Les nouveautés politiques dont Genève était le théâtre rendaient Rodolphe Töpffer inconsolable :


Apprenez, écrivait-il, de quels élémens se compose le parti qui renverse notre Constitution. Nos élections livrées à l’esprit de localité, notre législation obligée désormais de compter avec deux fortes minorités : l’une catholique, votant à peu d’exceptions près comme un seul homme, l’autre radicale, suivant avec non moins d’uniformité les impulsions de la foule ignorante qui lui servira d’appui ; ces deux minorités prêtes à se réunir lorsque leurs intérêts particuliers se trouveront d’accord entre eux, mais opposées aux plus chers intérêts de Genève, à l’intérêt général du pays, à ceux de l’intelligence et du protestantisme ; voilà en deux mots notre révolution. Nos confédérés nous exhortent à la modération et au libéralisme. Au libéralisme, quand c’est Rome qui prend pied chez nous !

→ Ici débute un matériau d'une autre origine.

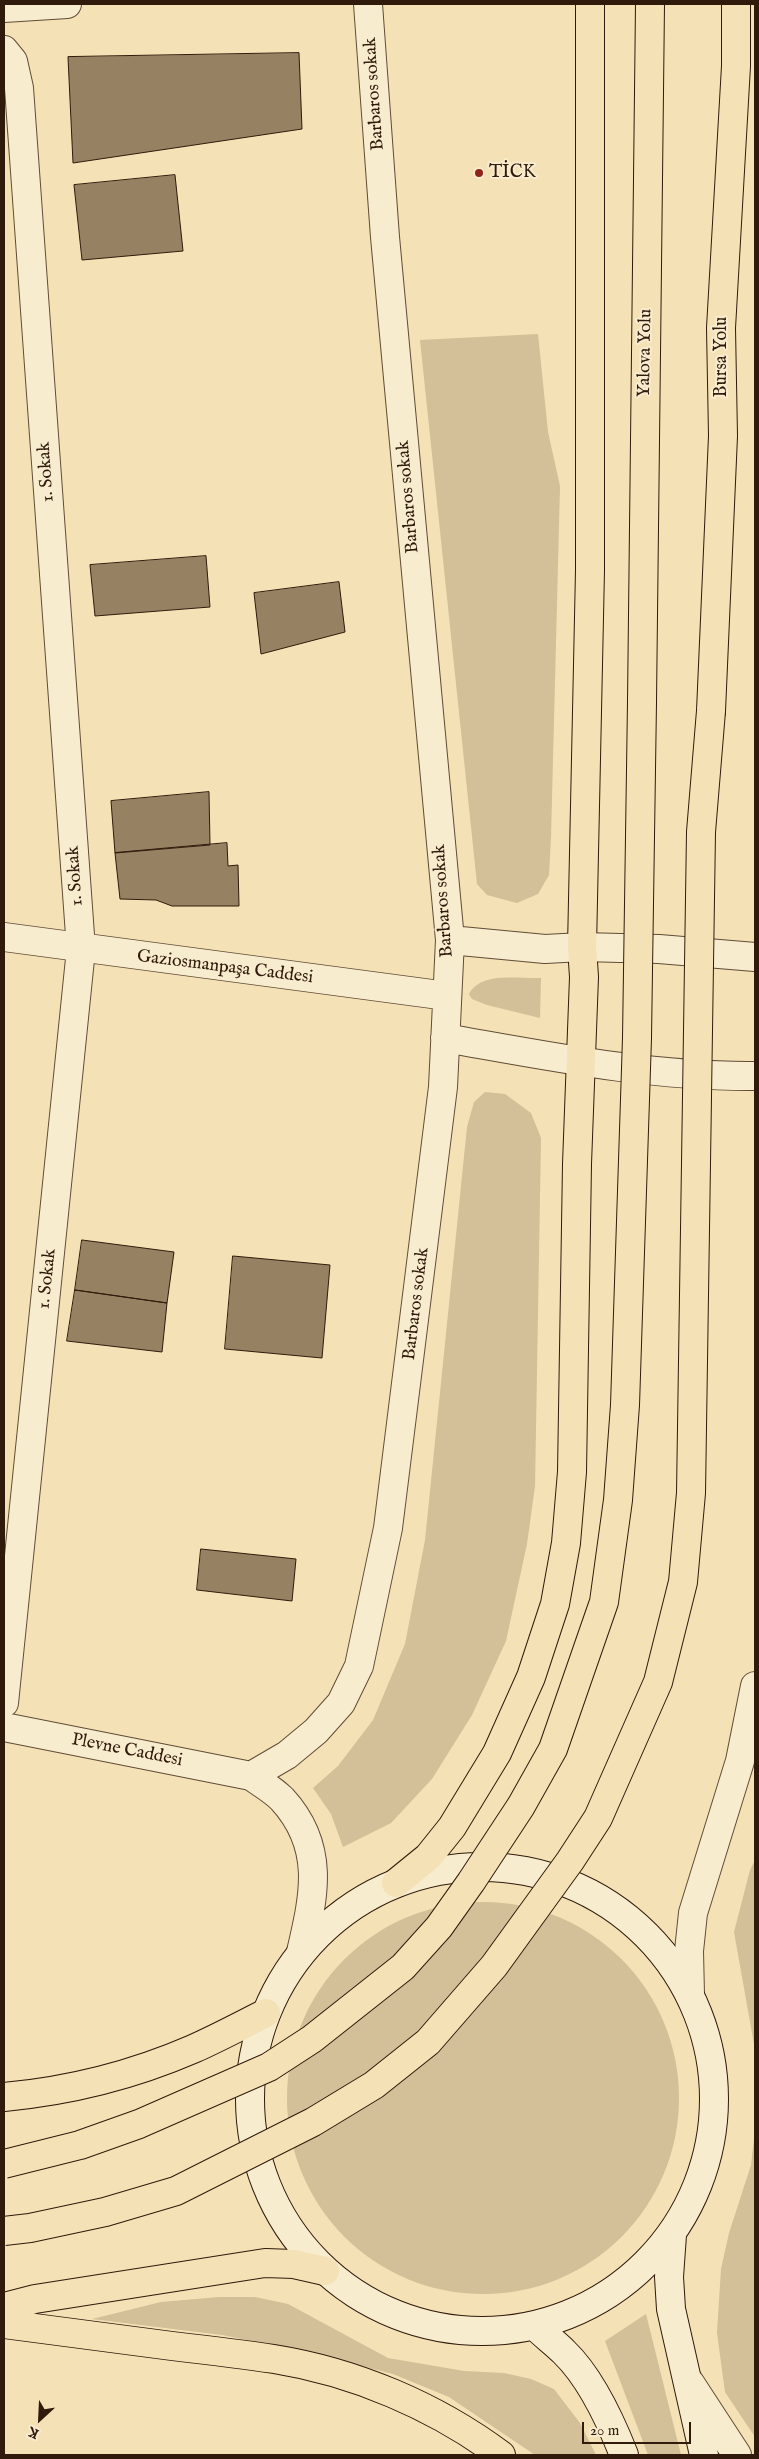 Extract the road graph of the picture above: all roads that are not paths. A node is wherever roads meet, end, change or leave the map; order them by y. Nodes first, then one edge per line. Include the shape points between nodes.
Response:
1 (67, 4) edge
2 (368, 4) edge
3 (590, 4) edge
4 (650, 4) edge
5 (736, 4) edge
6 (4, 8) edge
7 (4, 50) edge
8 (4, 938) edge
9 (450, 940) junction
10 (582, 947) junction
11 (82, 950) junction
12 (755, 957) edge
13 (447, 996) junction
14 (445, 1038) junction
15 (581, 1062) junction
16 (755, 1076) edge
17 (755, 1686) edge
18 (4, 1703) edge
19 (4, 1727) edge
20 (251, 1776) junction
21 (396, 1883) junction
22 (301, 1952) junction
23 (690, 1995) junction
24 (266, 2013) junction
25 (4, 2096) edge
26 (4, 2164) edge
27 (4, 2231) edge
28 (672, 2235) junction
29 (325, 2271) junction
30 (4, 2307) edge
31 (4, 2324) edge
32 (535, 2326) junction
33 (686, 2376) junction
34 (501, 2455) edge
35 (624, 2455) edge
36 (704, 2455) edge
37 (737, 2455) edge

1 - 6 street
2 - 9 street, Barbaros sokak via 385,237
3 - 10 highway via 590,570
4 - 26 highway, Yalova Yolu, bridge via 637,1038 625,1405 618,1500 604,1602 553,1749 521,1806 471,1882 439,1927 403,1967 269,2067 139,2124 80,2145
5 - 27 highway, Bursa Yolu, bridge via 736,66 721,328 723,436 711,711 701,832 691,1493 683,1582 658,1682 598,1818 494,1966 428,2042 374,2085 312,2122 176,2191 105,2212
7 - 11 street, 1. Sokak via 13,61 19,88
8 - 11 street, Gaziosmanpaşa Caddesi
9 - 10 street via 545,949
9 - 13 street, Barbaros sokak
10 - 12 street
10 - 15 highway
11 - 13 street, Gaziosmanpaşa Caddesi
11 - 18 street, 1. Sokak
13 - 14 street, Barbaros sokak
14 - 15 street
14 - 20 street, Barbaros sokak via 443,1087 388,1528 359,1666 341,1703 316,1731 287,1755
15 - 16 street via 689,1075
15 - 21 highway via 572,1472 566,1543 555,1604 531,1677 498,1753 428,1857
17 - 23 street via 740,1761 693,1913 689,1951
19 - 20 street, Plevne Caddesi
20 - 22 street via 281,1799 302,1827 315,1870
21 - 22 street via 361,1900 329,1924
21 - 23 street via 444,1870 493,1867 542,1874 588,1892 629,1919 664,1953
22 - 24 street
23 - 28 street via 708,2042 716,2092 712,2142 697,2191
24 - 25 highway via 193,2049 117,2076 48,2092
24 - 29 street via 251,2068 250,2123 263,2178 289,2228
28 - 32 street via 634,2276 588,2307
28 - 33 street via 671,2309
29 - 30 highway via 294,2264 265,2263
29 - 32 street via 371,2303 423,2324 479,2332
31 - 34 highway via 275,2359 322,2370 378,2388 433,2412
32 - 35 street via 565,2353 591,2388
33 - 36 street
33 - 37 street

Les fidèles de Rome, membres de l’Etat de Genève, avaient pris pied, par cela même, dans l’Assemblée qui avait modifié l’Eglise protestante. Eglise de l’Etat. N’était-ce pas un argument de plus pour que cette Eglise cessât bientôt d’être l’Eglise de l’État, pour que bientôt il y eût séparation ? — Non certes, répondait le pasteur Munier : la perspective d’une Eglise que l’État cesserait d’encadrer lui faisait peur ; il l’apercevait s’égrenant en chapelles, sous la poussée du méthodisme. Il voyait les papistes aux portes, avec leur dangereuse maxime : diviser pour régner. Munier les soupçonnait de considérer le méthodisme comme leur meilleur auxiliaire, et peut-être de l’encourager. Et percevant ces voix aventureuses qui demandaient que l’Église fût séparée de l’État, c’est-à-dire que Genève se dédoublât, se brisât, Munier disait : « J’ai cette conviction que le lendemain du jour où la séparation serait prononcée, nous aurions la division de l’Église elle-même, et le démembrement de fait... Quelle plus grande fête pourrait-on servir au papisme ? »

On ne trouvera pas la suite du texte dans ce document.